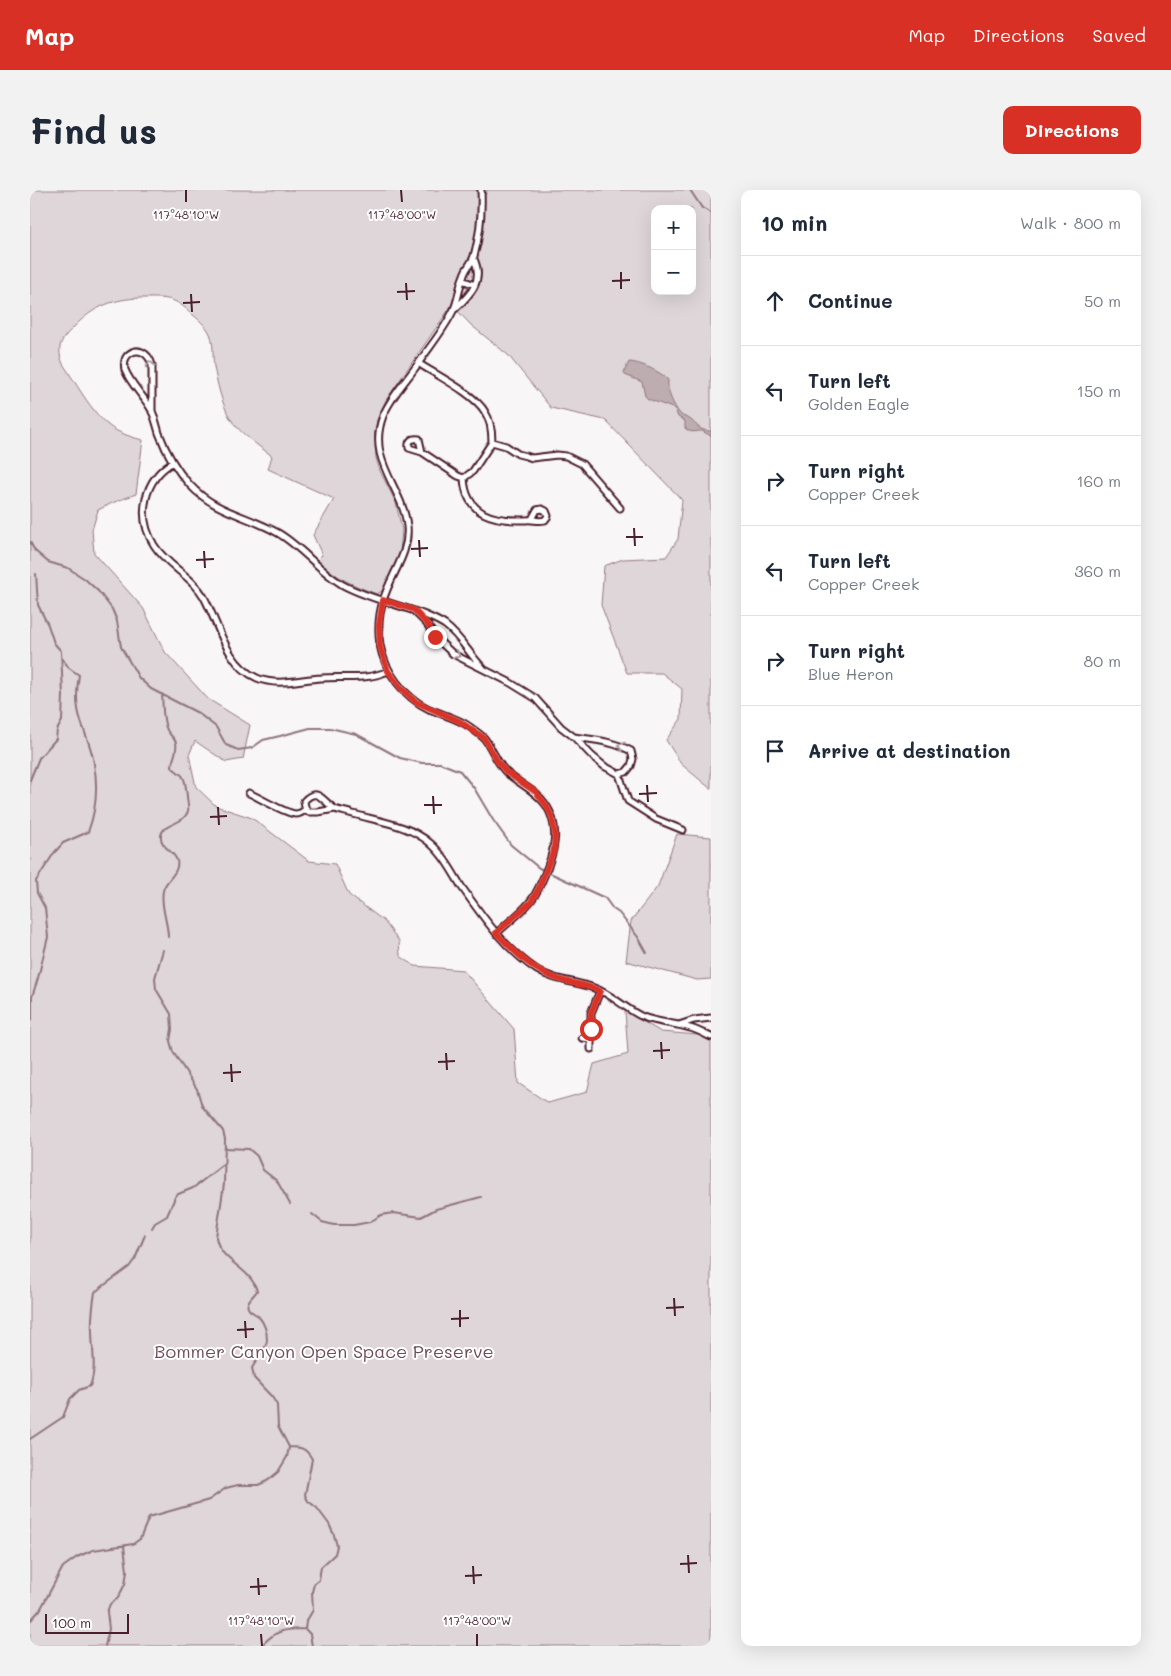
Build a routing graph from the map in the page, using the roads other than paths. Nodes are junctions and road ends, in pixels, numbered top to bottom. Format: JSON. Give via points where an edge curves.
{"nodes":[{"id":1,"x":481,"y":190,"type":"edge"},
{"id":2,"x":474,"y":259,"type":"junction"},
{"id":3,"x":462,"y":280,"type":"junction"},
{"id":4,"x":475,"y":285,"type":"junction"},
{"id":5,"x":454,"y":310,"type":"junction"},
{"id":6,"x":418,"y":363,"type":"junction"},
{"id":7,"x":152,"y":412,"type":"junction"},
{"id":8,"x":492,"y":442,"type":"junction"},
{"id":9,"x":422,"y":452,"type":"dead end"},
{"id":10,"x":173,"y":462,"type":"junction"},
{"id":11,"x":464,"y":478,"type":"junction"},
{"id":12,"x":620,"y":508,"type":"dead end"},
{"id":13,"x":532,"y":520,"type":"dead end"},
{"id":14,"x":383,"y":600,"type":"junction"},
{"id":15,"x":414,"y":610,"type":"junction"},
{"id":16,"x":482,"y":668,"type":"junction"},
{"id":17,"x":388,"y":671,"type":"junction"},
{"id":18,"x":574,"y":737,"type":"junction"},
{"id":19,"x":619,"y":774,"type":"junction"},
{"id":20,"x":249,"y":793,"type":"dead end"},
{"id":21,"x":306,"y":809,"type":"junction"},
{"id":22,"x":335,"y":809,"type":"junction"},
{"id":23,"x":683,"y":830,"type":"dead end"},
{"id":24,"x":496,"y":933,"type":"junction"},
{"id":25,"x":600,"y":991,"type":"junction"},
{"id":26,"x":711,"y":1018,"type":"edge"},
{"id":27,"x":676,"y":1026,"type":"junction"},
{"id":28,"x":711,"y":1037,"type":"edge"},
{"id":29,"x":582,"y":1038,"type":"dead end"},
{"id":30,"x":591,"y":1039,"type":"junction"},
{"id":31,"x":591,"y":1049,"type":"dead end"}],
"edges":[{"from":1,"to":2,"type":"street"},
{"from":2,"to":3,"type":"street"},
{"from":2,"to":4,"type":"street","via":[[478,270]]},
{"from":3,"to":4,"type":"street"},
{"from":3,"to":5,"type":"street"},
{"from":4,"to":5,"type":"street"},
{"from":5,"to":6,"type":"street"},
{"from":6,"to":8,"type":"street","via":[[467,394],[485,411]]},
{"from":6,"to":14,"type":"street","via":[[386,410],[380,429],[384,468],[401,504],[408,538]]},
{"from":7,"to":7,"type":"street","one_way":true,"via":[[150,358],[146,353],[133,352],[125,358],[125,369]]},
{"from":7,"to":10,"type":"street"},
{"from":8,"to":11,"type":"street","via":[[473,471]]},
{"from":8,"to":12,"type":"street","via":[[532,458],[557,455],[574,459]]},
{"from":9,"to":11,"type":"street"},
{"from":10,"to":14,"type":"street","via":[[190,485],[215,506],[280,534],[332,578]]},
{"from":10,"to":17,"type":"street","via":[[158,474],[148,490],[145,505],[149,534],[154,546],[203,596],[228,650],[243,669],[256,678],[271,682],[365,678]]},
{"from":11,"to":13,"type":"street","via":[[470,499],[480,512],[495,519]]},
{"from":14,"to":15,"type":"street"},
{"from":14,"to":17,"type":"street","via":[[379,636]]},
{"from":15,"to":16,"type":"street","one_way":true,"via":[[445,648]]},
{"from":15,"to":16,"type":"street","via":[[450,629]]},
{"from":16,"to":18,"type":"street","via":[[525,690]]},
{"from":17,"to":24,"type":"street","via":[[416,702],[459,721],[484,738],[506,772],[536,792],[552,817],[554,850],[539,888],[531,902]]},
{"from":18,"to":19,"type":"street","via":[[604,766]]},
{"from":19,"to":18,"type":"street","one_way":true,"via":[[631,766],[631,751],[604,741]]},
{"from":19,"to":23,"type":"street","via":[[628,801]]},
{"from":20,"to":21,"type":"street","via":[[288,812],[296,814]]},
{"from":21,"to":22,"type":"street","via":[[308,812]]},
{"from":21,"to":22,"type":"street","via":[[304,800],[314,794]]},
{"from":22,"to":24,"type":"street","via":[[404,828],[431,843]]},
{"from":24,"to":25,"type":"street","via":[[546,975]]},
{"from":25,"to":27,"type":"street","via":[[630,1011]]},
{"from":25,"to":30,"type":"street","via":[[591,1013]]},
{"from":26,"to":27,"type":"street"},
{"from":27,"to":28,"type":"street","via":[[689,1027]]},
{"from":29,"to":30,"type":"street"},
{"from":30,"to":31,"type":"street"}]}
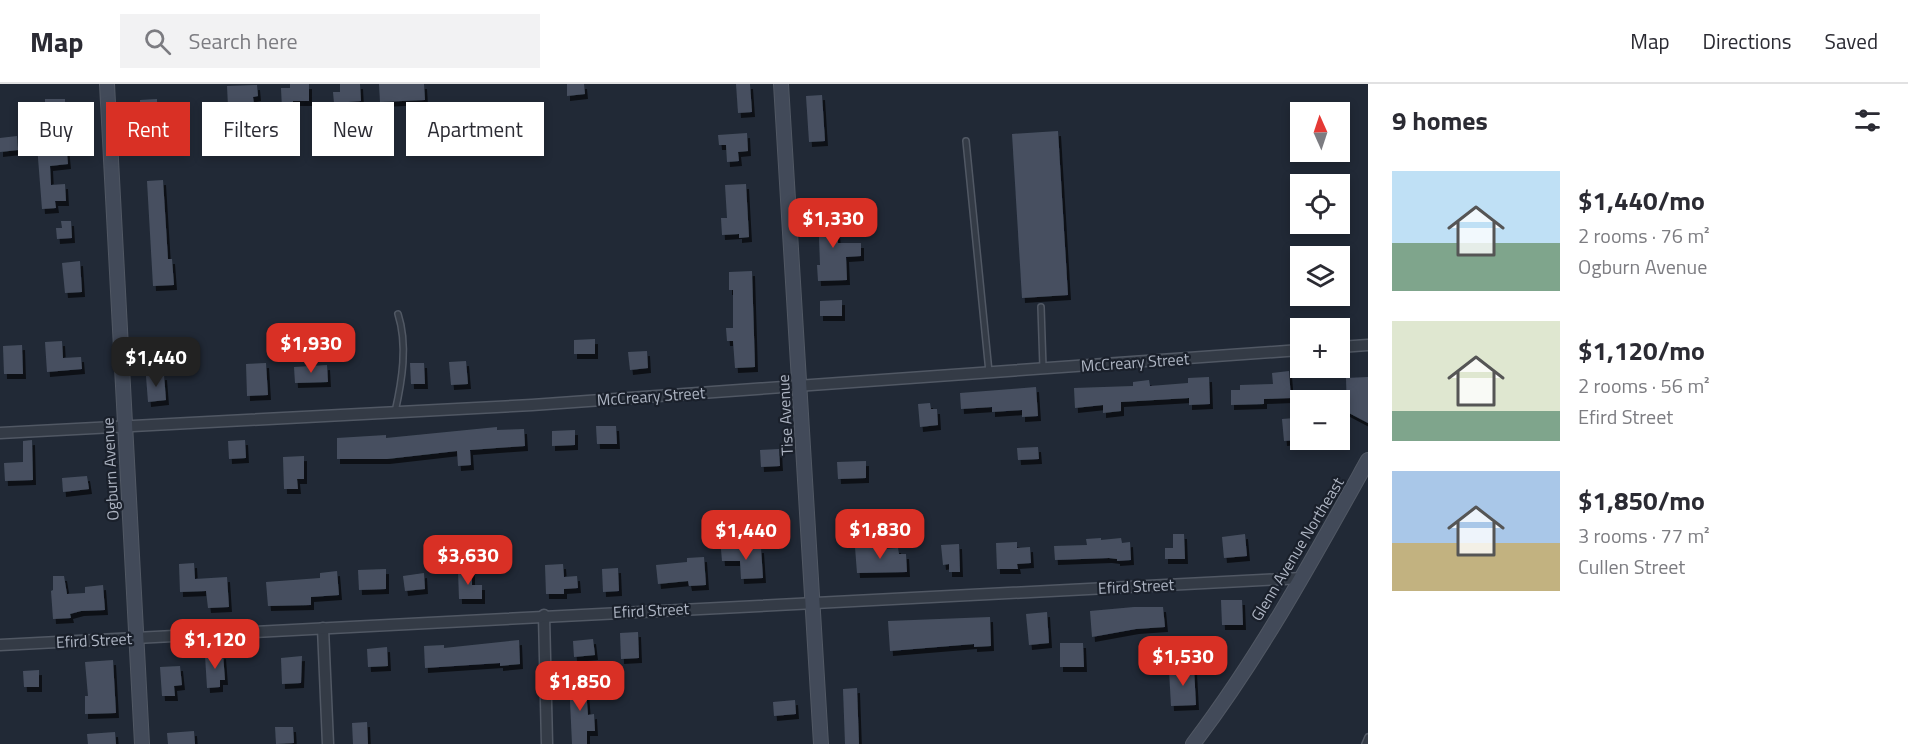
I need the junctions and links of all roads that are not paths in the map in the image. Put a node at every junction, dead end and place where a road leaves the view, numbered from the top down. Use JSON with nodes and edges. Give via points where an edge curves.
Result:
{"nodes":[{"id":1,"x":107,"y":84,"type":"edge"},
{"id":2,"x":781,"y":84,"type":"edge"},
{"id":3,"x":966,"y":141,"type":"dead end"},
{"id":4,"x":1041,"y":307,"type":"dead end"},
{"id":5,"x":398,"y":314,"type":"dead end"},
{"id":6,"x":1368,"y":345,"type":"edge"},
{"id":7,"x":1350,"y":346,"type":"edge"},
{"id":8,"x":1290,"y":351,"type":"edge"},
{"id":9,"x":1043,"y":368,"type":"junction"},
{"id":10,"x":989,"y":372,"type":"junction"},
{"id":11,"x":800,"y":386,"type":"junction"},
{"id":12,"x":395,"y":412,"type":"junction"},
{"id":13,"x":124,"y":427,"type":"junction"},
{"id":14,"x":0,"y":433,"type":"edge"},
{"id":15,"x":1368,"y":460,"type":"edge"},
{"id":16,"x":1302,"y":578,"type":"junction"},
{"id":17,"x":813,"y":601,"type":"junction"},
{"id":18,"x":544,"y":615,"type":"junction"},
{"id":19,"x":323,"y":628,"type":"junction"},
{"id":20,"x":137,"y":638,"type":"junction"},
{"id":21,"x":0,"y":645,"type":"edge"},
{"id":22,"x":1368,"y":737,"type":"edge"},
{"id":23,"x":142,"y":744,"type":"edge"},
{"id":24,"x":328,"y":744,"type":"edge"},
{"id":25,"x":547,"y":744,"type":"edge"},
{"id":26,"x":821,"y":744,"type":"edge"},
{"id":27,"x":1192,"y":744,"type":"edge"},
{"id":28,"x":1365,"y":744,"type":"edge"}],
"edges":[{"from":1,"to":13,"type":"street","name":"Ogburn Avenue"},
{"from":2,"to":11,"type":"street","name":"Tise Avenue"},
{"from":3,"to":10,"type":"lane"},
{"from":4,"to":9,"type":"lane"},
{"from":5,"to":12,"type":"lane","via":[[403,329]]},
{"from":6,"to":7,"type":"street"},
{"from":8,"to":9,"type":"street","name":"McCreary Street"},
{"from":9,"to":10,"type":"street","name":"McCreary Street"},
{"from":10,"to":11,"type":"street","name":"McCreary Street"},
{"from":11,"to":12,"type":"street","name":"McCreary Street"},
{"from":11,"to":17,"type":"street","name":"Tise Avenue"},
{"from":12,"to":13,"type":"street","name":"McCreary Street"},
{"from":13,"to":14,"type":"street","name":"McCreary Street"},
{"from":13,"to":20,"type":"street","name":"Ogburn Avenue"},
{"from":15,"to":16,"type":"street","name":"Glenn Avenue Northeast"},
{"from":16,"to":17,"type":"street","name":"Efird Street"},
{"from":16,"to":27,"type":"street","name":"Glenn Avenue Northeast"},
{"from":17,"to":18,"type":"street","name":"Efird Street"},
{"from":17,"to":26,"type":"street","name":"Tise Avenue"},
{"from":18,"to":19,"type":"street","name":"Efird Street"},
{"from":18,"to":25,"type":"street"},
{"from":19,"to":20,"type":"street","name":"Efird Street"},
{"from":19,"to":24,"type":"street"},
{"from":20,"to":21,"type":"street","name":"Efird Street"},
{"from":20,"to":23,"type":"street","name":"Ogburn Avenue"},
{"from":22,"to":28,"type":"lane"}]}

→ **Required action**
Return every line of the records in which the word "Northeast" is found.

→ **Output for this task**
{"from":15,"to":16,"type":"street","name":"Glenn Avenue Northeast"},
{"from":16,"to":27,"type":"street","name":"Glenn Avenue Northeast"},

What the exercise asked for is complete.